Trunkenheitsfahrt - Vollkasko: Leistungsverweigerung bei grober Fahrlässigkeit

Im Fall einer Trunkenheitsfahrt, entschied der Bundesgerichtshof in Karlsruhe, kann eine Schadenregulierung trotz bestehender Vollkaskoversicherung komplett verweigert werden. Denn, so das Gericht, wird ein Unfall grob fahrlässig verursacht, so kann von der Versicherung die Leistung auf Null gekürzt werden. Dies kommt auch bei einer absoluten Fahruntüchtigkeit in Betracht, beispielsweise nach Alkoholkonsum.

Nicht immer bekommen Autofahrer auch wirklich die Kosten für einen selbst verschuldeten Unfall von ihrer Vollkaskoversicherung ersetzt. Der Bundesgerichtshof in Karlsruhe entschied, dass die Vollkasko-Versicherung die Leistung in Ausnahmefällen komplett verweigern kann, wenn der Unfall grob fahrlässig verursacht wurde.

Die könne bei einer absoluten Fahruntüchtigkeit der Fall sei, meint der BGH aufgrund eines Falles von Trunkenheit am Steuer. Für die komplette Verweigerung der Zahlung müssen aber immer die konkreten Umstände des einzelnen Falles geklärt werden. Denn maßstäblich für die Schadenregulierung oder die Verweigerung sei, wie schwer die Schuld des Versicherten wiege.

 

Klage eines Autofahrers nach Trunkenheitsfahrt mit Unfall

Im verhandelten Fall, war ein Mann nach einem Rockkonzert mit seinem Wagen auf dem Heimweg. Er lenkte das Fahrzeug gegen einen Laternenpfahl, wodurch der Wagen beschädigt wurde. Der 25-Jährige hatte bei der Aachen Münchener Versicherung eine Vollkaskoversicherung abgeschlossen und wollte nun die über 6000 Euro Reparaturkosten, die am Fahrzeug entstanden waren, ersetzt haben. Die Versicherung aber verweigerte die Zahlung, da der man eine Blutalkoholkonzentration von 2,7 Promille hatte.

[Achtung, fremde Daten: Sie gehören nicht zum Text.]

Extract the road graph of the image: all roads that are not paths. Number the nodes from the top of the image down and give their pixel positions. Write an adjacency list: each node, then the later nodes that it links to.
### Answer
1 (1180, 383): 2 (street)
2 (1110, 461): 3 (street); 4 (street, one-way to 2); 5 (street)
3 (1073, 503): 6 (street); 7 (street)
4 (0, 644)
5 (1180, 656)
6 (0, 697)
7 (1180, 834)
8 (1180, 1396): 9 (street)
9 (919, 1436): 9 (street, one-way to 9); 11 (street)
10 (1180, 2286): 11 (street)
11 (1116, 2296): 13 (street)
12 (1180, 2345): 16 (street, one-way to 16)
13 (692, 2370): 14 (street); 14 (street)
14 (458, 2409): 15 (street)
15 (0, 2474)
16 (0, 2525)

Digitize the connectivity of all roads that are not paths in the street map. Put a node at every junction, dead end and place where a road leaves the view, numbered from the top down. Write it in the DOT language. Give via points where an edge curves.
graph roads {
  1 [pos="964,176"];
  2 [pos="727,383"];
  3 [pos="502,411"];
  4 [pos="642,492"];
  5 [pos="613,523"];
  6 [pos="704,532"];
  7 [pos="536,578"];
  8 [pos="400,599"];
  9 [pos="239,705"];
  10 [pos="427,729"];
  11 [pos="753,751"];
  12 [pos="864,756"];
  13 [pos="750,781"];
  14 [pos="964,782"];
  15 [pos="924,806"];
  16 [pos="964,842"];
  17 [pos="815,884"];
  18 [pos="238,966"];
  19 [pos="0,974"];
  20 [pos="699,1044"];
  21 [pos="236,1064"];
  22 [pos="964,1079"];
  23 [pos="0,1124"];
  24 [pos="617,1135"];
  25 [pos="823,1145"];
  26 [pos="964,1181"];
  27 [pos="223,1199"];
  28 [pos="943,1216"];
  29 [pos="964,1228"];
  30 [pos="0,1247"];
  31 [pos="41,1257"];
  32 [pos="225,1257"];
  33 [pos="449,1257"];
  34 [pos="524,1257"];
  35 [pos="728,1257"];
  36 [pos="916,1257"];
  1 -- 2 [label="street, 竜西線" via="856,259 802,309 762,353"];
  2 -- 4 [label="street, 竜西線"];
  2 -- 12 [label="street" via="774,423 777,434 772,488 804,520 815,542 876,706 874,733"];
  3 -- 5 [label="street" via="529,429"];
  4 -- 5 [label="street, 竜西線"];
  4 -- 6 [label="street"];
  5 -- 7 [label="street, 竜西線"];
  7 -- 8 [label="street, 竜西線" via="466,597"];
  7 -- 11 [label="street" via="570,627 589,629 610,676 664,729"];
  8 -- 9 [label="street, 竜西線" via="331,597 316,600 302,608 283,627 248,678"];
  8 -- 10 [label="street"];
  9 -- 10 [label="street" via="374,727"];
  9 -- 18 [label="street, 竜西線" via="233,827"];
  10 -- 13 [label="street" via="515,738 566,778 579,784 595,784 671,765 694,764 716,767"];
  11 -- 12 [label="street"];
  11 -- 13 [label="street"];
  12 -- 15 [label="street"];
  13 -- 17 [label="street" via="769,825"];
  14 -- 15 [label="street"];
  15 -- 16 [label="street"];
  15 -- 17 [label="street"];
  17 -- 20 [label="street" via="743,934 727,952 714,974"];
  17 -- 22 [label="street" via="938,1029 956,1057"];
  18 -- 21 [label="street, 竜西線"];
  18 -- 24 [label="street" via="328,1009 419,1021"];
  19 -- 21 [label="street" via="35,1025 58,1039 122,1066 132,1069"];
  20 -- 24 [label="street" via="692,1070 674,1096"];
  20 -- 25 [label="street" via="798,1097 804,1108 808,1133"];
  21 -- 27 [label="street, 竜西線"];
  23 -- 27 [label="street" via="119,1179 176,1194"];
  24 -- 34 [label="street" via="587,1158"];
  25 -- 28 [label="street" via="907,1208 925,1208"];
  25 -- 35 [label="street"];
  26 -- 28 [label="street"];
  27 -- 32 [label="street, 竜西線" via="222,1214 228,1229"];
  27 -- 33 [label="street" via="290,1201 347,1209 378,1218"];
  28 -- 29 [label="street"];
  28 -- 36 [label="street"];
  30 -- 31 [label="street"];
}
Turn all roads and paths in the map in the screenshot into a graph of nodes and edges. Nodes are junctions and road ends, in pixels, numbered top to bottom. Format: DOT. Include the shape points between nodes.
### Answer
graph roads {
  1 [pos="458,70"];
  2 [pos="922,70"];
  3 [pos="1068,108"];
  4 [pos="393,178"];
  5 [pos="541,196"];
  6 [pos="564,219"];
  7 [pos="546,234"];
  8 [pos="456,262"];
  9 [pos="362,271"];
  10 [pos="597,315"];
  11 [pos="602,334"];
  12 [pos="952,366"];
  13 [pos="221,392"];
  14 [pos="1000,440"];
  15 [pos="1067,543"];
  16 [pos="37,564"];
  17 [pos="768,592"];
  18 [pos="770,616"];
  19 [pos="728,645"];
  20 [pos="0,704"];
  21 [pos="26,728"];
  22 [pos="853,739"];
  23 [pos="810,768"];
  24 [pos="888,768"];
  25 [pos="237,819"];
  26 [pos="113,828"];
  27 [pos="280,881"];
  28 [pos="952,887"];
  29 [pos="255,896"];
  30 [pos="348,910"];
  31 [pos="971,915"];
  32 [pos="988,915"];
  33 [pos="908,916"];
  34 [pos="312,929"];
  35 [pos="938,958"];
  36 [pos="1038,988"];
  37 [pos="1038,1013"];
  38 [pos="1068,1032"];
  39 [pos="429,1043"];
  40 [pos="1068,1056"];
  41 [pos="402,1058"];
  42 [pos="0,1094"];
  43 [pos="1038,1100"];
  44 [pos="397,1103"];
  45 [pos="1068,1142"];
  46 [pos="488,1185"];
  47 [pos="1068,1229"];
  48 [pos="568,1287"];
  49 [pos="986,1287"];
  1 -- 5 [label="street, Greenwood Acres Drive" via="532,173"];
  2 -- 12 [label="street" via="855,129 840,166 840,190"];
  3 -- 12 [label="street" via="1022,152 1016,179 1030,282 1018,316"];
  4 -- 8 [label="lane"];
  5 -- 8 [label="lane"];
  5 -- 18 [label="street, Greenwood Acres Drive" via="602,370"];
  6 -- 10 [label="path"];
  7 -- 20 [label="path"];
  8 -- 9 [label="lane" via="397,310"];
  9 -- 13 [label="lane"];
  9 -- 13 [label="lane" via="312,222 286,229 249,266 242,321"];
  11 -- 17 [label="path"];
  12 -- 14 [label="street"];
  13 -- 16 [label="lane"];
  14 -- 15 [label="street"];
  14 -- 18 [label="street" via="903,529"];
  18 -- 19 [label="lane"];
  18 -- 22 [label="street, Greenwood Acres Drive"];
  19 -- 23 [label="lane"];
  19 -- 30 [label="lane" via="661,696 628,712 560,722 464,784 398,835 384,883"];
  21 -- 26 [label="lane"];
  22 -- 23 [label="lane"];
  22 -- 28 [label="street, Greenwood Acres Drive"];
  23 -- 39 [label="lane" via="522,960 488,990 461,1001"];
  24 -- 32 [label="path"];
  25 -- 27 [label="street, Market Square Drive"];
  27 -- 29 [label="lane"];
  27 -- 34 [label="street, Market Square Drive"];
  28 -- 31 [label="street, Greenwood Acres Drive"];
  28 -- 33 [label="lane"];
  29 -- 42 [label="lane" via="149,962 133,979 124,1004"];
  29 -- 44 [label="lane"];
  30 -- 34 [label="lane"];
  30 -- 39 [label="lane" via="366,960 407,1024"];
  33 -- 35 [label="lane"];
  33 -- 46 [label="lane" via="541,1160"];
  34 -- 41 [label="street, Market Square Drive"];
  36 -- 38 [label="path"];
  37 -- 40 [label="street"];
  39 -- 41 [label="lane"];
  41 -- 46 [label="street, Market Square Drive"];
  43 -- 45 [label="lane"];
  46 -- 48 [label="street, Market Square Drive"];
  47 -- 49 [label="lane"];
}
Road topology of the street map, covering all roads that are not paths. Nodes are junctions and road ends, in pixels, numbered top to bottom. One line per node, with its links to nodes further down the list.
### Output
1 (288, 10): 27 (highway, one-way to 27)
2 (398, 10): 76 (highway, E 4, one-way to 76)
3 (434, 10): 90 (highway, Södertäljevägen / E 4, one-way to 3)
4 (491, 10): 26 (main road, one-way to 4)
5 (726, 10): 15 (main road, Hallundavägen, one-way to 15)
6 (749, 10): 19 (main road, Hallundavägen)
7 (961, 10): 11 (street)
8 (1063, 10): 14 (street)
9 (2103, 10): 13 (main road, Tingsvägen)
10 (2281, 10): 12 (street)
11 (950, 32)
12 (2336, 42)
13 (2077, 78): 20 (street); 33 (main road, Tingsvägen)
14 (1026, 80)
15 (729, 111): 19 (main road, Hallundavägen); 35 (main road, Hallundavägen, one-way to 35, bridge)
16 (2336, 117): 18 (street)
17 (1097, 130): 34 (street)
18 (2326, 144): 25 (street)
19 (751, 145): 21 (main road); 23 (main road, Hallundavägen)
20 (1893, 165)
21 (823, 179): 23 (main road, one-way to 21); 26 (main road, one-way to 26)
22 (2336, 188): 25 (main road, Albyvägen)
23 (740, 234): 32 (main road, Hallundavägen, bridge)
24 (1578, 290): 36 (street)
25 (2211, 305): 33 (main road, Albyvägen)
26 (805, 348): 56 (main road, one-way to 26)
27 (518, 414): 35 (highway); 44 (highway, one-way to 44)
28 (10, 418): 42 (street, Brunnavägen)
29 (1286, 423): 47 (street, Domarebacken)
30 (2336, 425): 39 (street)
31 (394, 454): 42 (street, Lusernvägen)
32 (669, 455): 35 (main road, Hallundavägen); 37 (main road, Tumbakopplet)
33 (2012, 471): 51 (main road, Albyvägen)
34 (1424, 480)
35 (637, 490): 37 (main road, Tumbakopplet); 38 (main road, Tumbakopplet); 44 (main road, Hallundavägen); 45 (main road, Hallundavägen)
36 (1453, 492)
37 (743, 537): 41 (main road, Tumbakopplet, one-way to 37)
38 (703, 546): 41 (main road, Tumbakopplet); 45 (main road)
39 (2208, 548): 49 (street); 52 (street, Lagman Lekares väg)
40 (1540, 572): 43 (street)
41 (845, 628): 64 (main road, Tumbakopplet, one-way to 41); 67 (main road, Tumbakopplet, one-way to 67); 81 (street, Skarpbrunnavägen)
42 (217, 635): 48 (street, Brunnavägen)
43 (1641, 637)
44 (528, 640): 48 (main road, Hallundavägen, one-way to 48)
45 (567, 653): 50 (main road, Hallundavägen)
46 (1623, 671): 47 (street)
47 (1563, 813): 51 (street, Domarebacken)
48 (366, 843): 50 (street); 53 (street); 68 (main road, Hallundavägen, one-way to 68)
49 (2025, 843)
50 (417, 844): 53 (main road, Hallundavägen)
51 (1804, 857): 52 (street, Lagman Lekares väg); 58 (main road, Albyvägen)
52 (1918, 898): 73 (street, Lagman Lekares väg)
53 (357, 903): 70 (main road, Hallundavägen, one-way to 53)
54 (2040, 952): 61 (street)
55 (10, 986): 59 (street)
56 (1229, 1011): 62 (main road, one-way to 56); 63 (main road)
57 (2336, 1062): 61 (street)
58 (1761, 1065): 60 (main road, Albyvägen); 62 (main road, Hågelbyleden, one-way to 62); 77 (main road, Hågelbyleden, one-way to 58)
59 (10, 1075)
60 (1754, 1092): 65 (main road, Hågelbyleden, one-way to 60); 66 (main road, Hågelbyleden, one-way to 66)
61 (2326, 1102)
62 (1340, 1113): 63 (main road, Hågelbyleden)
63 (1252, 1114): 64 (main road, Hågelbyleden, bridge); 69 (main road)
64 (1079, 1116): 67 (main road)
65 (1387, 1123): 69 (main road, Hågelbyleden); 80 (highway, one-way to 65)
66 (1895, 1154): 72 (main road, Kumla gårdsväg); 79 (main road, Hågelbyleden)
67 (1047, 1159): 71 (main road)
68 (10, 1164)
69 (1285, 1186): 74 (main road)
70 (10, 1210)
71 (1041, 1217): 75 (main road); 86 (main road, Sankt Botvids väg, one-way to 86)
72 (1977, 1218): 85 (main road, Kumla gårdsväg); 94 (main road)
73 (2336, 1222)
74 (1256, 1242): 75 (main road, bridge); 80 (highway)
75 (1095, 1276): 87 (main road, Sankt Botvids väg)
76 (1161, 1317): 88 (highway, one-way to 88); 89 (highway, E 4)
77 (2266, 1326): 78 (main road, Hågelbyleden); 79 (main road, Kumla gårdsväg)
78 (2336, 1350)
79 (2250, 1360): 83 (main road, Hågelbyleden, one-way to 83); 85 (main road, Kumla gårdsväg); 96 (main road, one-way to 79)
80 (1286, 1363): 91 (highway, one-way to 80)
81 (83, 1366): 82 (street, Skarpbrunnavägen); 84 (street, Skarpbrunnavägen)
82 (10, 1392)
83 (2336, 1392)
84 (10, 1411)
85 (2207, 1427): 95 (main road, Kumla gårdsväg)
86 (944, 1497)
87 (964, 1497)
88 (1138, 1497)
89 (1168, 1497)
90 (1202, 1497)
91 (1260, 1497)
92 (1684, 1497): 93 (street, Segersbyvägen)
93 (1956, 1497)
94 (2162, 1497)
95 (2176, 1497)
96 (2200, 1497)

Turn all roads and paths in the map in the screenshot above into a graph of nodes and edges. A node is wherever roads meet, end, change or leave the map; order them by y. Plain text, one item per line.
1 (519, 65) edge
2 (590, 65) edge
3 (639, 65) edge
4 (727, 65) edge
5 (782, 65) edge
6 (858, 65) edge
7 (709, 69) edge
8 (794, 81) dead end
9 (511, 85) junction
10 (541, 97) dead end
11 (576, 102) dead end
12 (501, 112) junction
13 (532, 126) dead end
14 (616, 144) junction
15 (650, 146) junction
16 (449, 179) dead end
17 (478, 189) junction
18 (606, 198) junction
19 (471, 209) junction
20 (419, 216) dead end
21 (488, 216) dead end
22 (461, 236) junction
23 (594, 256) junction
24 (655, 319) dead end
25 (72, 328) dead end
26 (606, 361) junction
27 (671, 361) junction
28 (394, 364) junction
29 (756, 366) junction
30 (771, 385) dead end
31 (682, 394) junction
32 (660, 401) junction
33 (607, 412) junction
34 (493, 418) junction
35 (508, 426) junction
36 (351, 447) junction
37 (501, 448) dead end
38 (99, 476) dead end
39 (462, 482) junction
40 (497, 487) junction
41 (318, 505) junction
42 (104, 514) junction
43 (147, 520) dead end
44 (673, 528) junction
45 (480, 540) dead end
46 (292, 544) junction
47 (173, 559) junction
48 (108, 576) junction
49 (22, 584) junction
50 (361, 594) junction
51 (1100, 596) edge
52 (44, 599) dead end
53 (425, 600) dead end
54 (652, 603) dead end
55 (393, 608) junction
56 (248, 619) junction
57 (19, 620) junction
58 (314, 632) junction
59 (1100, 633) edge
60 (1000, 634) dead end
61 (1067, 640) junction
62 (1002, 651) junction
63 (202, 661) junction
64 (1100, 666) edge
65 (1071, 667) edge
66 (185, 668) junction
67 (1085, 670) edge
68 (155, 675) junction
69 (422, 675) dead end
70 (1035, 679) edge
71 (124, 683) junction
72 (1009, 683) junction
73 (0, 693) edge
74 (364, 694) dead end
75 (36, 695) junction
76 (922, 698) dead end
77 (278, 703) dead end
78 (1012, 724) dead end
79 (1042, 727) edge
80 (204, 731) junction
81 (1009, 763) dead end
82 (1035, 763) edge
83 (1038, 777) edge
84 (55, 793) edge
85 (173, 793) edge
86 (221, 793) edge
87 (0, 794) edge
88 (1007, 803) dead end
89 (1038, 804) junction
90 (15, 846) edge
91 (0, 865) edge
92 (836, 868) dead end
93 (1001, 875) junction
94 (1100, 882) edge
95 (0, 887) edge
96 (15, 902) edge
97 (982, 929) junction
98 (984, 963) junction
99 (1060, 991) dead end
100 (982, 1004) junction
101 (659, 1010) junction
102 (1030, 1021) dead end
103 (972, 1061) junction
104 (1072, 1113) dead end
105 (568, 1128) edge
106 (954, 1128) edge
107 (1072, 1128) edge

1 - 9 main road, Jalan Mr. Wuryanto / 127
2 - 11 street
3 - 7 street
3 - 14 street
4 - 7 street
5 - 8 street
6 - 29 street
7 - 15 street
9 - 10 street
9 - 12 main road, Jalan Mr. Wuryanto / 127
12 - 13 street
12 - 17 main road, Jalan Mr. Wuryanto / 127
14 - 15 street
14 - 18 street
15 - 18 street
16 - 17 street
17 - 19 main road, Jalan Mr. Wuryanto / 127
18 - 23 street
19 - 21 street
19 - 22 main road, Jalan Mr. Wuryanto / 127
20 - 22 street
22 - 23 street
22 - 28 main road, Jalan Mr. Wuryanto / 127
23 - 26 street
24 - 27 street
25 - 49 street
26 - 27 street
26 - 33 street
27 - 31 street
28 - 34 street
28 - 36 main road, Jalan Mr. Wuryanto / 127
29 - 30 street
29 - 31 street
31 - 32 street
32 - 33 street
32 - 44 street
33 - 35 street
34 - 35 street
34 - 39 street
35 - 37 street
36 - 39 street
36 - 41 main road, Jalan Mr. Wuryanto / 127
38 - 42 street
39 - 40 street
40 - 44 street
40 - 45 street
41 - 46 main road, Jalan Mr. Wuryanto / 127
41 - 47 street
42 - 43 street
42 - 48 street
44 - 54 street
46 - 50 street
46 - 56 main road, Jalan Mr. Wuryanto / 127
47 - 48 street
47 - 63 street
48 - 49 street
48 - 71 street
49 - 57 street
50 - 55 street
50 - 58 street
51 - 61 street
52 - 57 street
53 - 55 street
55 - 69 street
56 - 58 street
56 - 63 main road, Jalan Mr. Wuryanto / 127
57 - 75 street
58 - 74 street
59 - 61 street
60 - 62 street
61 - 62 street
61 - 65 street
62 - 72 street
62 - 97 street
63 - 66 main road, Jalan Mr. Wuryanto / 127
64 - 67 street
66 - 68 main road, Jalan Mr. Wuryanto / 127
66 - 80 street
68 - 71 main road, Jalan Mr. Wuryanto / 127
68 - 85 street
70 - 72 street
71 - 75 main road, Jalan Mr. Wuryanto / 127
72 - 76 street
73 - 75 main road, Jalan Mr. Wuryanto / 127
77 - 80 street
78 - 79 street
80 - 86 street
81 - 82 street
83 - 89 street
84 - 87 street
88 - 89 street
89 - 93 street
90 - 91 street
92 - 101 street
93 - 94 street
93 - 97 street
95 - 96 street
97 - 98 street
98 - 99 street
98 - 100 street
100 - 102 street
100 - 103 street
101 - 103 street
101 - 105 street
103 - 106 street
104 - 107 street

Daraufhin ging der Mann vor Gericht und verklagte die Versicherung auf Schadensübernahme. Das Oberlandesgericht (OLG) Dresden, wie die Klage jedoch ab. Die Revision des Mannes hatte dagegen Erfolg. Das OLG müsse den Fall neu verhandeln so entschied der Bundesgerichtshof.
Denn die Richter in Dresden hatten es versäumt, eine Feststellung dazu zu treffen, ob der Mann zum Zeitpunkt des Unfalls unzurechnungsfähig war.

Die Unzurechnungsfähigkeit käme aber in Betracht. Zum einen wegen der hohen Blutalkoholkonzentration des 25 Jährigen und wegen anderer Indizien. So zum Beispiel die Angaben der unfallaufnehmenden Polizisten. Sei nämlich der Versicherungsnehmer unzurechnungsfähig gewesen, als der Unfall geschah, so können die Versicherungen nicht auf das Leistungskürzungsrecht verweisen, so der BGH. Genau auf diese Schuldunfähigkeit plädierte auch der Kläger.

 

Komplette Leistungsverweigerung umstritten

Eine Neuregelung im Versicherungsvertragsgesetz (VVS) gilt seit 2008 und besagt, dass der Versicherer bei einer groben Fahrlässigkeit seine Leistung so kürzen darf, dass es im Verhältnis der Schwere des Verschuldens seitens des Versicherungsnehmers entspräche. Darüber entschied nun erstmalig der 4. Zivilsenat des BGH.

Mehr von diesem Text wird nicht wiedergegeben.